* TO DO:
Show all lines of the listing that contain the word "ถนนหม".

------------------------------

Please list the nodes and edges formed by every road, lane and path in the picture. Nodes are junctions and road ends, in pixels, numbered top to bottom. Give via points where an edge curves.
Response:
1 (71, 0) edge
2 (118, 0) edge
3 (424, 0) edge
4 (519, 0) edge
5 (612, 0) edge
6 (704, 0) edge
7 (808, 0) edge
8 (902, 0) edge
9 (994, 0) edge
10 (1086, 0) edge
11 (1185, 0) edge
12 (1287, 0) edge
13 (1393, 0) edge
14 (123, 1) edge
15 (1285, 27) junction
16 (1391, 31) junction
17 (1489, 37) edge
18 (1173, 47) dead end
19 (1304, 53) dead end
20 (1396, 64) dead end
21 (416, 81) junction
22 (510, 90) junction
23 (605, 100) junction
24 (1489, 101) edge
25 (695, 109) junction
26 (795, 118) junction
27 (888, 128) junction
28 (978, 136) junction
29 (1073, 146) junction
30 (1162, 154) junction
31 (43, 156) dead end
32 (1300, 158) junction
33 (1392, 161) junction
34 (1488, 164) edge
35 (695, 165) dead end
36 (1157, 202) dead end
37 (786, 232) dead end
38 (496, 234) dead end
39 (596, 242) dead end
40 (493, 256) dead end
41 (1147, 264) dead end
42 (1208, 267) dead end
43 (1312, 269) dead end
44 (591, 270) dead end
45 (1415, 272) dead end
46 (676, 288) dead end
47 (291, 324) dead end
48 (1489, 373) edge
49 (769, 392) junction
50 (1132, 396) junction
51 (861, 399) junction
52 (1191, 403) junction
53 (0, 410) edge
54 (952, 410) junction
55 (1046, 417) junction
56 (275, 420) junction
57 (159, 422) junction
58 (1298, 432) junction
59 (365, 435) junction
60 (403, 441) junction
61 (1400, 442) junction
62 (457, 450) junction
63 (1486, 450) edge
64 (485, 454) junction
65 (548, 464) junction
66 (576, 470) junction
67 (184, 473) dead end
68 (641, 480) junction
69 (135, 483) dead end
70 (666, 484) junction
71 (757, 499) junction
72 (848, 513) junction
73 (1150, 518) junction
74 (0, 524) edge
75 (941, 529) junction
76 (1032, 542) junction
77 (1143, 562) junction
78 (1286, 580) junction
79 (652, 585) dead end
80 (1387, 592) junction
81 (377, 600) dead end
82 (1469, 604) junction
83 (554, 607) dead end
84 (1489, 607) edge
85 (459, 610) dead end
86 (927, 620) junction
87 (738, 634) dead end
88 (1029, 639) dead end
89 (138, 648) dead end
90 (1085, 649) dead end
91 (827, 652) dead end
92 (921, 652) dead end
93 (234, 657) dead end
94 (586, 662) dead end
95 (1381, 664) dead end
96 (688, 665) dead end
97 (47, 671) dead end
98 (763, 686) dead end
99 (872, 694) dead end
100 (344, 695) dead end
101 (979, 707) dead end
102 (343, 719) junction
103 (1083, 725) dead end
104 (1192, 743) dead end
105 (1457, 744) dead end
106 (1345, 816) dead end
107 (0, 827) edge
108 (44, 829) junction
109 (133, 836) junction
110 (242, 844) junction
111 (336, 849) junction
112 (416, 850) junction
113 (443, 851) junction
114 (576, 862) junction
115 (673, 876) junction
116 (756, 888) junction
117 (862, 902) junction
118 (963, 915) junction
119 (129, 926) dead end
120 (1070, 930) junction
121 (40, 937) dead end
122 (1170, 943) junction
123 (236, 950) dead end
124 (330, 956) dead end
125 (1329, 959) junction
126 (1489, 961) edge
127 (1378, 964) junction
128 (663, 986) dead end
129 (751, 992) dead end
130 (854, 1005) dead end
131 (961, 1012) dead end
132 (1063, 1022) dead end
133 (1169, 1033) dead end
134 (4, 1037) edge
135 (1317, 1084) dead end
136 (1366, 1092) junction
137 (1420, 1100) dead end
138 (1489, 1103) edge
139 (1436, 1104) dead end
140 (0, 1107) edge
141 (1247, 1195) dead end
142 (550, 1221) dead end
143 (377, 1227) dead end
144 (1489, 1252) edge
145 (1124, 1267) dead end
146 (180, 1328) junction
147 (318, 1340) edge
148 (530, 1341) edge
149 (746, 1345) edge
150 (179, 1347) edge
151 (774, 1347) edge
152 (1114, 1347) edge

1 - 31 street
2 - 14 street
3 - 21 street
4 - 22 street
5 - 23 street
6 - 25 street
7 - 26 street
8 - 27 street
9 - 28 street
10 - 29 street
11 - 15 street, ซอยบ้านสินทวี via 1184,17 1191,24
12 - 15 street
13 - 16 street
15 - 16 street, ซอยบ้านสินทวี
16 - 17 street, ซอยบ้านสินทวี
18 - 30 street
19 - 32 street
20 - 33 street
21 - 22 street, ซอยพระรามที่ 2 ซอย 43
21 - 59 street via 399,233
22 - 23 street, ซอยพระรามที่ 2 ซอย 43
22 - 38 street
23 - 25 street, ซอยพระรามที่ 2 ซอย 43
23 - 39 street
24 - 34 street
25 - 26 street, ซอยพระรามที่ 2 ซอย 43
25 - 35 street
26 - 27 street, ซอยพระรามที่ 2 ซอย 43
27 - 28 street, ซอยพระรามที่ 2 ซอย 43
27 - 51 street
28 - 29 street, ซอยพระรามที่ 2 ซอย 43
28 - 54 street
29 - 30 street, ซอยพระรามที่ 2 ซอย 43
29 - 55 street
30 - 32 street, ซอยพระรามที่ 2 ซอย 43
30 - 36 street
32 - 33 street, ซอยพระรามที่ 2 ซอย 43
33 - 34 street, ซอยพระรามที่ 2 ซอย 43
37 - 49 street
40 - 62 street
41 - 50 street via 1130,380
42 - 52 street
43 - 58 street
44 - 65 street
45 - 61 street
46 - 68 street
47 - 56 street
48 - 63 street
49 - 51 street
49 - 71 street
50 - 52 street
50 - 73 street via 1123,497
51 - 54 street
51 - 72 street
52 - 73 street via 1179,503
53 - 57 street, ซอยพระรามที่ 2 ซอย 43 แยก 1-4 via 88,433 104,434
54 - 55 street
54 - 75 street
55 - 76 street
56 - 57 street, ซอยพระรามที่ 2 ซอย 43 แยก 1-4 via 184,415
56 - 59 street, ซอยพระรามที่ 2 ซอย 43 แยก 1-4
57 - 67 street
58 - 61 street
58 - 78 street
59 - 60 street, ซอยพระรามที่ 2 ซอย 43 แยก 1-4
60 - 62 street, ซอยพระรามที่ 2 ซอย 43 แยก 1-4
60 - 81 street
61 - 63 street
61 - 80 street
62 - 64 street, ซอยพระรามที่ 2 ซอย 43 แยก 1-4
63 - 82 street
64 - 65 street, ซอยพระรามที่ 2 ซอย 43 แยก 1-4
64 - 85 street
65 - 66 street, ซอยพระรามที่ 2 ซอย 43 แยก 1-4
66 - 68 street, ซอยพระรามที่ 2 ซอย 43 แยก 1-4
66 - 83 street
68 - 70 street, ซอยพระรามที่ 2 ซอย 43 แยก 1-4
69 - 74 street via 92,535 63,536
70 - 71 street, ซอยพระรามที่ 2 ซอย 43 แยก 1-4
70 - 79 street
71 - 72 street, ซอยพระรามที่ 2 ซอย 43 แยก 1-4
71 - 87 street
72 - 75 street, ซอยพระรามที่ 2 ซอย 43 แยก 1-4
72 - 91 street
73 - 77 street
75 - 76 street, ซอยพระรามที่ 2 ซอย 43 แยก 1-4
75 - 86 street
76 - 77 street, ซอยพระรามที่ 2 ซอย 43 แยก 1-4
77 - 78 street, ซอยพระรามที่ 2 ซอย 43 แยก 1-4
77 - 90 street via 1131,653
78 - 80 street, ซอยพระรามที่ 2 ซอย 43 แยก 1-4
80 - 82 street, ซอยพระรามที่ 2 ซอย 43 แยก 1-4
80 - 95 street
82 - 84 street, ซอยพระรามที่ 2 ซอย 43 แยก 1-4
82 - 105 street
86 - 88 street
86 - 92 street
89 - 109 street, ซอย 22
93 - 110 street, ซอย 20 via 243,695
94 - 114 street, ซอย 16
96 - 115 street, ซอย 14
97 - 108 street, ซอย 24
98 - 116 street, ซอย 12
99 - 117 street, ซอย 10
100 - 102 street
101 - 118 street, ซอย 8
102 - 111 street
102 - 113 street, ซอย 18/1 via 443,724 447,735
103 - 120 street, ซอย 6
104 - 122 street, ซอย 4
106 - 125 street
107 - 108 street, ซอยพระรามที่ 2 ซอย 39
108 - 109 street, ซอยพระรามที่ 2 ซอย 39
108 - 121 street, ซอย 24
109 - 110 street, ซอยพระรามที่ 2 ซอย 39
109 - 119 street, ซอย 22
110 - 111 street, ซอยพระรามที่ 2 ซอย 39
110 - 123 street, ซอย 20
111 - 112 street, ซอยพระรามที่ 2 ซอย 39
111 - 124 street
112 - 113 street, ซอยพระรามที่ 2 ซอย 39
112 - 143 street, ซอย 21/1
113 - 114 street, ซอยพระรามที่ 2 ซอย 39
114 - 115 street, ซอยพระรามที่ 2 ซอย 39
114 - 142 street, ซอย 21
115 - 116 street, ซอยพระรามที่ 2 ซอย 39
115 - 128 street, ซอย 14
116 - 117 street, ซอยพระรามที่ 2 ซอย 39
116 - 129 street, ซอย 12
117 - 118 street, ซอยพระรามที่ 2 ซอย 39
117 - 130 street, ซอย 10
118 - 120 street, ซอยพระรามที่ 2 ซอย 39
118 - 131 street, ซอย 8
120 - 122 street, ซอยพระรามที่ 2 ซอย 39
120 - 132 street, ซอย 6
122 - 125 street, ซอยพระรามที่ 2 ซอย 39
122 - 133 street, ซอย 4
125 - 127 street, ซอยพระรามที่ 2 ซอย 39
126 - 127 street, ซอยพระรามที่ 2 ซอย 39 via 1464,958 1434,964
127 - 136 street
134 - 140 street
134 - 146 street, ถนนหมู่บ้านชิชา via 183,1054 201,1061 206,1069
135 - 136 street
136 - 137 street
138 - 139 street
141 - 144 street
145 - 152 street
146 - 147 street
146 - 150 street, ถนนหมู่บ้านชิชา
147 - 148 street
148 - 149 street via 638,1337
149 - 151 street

------------------------------

* SOLUTION TO THIS TASK:
134 - 146 street, ถนนหมู่บ้านชิชา via 183,1054 201,1061 206,1069
146 - 150 street, ถนนหมู่บ้านชิชา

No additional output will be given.